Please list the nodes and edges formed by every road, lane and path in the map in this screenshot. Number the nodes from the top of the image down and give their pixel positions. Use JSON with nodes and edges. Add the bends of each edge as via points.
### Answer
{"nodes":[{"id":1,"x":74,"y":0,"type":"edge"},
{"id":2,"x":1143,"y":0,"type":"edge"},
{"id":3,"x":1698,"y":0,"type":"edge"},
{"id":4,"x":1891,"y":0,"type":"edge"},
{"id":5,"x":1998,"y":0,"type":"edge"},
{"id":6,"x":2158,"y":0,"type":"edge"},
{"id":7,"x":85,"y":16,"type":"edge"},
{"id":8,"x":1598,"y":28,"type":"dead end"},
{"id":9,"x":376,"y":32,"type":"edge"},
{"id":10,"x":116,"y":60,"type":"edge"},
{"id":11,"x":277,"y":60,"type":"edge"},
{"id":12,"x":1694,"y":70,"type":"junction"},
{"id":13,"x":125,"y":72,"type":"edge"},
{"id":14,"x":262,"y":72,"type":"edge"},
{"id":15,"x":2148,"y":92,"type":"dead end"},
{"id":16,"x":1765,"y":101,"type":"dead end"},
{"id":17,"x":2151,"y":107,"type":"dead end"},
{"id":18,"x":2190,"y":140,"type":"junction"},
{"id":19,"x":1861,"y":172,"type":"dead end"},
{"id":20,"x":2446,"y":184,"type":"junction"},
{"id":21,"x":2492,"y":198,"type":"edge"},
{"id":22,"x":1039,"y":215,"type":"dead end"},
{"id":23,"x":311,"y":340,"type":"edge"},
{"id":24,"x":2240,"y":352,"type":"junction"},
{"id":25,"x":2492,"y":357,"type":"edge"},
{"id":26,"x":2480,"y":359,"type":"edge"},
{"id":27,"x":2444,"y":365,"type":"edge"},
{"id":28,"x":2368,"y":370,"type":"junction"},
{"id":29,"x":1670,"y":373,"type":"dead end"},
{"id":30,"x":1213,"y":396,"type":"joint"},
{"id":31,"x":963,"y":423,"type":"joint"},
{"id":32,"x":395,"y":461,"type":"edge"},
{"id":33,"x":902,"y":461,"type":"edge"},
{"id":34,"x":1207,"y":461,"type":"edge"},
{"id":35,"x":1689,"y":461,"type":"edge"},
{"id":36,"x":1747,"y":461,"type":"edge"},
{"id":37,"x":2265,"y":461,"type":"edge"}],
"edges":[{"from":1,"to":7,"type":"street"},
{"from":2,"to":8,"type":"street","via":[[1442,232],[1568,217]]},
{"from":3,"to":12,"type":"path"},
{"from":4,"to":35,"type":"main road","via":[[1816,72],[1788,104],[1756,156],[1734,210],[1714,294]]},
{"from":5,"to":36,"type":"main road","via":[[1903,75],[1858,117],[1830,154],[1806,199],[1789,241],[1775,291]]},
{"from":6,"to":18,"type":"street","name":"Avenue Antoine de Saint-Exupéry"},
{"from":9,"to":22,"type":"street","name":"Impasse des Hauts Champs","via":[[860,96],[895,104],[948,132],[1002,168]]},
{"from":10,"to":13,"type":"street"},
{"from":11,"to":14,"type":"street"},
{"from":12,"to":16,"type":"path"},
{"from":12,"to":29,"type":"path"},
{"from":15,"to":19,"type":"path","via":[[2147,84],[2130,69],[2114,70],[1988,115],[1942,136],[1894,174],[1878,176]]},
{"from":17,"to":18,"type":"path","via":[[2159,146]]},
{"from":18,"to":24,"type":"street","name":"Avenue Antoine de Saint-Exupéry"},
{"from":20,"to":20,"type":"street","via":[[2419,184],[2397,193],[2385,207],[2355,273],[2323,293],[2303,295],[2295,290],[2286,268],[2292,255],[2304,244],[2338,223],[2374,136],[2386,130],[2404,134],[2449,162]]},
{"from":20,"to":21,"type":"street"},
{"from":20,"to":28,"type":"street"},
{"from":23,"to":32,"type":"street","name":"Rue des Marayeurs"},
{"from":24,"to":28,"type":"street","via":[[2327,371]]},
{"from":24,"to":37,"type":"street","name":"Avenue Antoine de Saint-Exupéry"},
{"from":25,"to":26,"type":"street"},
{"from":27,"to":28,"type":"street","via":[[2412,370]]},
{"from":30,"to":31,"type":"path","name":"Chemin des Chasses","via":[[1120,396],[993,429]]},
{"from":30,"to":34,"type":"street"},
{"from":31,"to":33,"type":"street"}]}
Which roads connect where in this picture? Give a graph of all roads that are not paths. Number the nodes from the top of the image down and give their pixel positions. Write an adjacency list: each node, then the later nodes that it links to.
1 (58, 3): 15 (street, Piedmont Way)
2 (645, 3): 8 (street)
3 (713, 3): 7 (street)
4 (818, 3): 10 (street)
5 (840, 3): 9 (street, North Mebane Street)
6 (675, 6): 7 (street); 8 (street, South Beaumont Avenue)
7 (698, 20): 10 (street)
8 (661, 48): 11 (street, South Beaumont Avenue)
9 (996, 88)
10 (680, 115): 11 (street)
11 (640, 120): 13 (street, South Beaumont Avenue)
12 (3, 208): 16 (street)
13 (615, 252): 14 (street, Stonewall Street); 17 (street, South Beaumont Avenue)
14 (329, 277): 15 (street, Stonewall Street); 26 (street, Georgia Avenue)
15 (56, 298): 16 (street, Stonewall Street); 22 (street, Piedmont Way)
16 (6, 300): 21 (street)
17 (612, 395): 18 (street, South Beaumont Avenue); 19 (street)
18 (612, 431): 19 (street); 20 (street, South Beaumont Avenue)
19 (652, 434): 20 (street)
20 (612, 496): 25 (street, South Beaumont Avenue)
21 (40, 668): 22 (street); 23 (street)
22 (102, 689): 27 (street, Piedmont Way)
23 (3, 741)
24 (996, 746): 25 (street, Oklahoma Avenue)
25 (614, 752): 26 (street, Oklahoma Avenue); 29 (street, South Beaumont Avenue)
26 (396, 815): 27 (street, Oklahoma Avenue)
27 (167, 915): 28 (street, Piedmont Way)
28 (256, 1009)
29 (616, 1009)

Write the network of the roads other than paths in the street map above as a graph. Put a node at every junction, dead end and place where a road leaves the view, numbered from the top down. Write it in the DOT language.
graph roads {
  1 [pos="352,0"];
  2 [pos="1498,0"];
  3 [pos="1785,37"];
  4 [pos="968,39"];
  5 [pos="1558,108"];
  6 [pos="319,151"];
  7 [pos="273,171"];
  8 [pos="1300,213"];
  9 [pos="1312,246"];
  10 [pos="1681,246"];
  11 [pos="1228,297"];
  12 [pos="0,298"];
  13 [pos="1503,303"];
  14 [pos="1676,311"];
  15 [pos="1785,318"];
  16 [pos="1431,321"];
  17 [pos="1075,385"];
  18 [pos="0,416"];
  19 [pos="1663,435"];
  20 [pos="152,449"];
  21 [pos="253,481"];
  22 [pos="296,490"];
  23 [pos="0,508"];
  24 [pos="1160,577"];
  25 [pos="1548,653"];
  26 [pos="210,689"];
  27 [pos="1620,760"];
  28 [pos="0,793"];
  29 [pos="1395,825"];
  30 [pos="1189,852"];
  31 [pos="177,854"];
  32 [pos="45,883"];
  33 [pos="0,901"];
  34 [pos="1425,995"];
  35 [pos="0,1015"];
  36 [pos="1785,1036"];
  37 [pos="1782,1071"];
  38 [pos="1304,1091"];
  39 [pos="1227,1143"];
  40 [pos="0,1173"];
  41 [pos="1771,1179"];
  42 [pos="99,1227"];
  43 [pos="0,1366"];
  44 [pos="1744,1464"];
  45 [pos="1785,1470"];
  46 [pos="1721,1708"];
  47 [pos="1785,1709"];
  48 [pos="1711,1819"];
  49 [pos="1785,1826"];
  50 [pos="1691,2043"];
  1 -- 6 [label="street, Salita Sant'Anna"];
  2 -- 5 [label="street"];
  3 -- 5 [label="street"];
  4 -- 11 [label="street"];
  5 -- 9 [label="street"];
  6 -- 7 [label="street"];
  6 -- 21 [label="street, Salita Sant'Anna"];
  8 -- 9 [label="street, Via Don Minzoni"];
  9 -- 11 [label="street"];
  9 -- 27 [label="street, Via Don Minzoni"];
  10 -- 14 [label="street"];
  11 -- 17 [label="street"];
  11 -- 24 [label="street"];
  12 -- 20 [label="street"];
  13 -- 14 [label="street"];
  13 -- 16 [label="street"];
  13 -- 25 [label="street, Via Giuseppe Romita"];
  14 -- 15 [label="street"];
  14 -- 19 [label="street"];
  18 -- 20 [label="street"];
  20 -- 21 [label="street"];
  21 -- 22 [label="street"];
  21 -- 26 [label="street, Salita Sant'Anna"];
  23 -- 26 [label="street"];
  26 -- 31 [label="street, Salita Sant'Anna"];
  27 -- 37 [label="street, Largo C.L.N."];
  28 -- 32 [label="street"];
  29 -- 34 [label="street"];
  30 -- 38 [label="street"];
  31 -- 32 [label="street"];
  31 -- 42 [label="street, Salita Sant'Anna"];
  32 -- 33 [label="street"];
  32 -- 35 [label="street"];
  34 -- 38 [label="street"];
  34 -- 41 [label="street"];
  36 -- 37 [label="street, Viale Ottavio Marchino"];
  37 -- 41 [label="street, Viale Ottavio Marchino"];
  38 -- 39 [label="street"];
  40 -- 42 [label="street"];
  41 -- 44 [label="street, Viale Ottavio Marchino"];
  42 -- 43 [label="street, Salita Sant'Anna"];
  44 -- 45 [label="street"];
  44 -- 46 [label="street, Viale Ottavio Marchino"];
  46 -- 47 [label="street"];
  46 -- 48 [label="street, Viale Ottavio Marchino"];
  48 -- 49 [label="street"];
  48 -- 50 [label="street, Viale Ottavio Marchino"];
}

== Instructions to follow ==
What are the lines of the data above that include the string "main"? Copy them.

== Task answer ==
{"from":4,"to":35,"type":"main road","via":[[1816,72],[1788,104],[1756,156],[1734,210],[1714,294]]},
{"from":5,"to":36,"type":"main road","via":[[1903,75],[1858,117],[1830,154],[1806,199],[1789,241],[1775,291]]},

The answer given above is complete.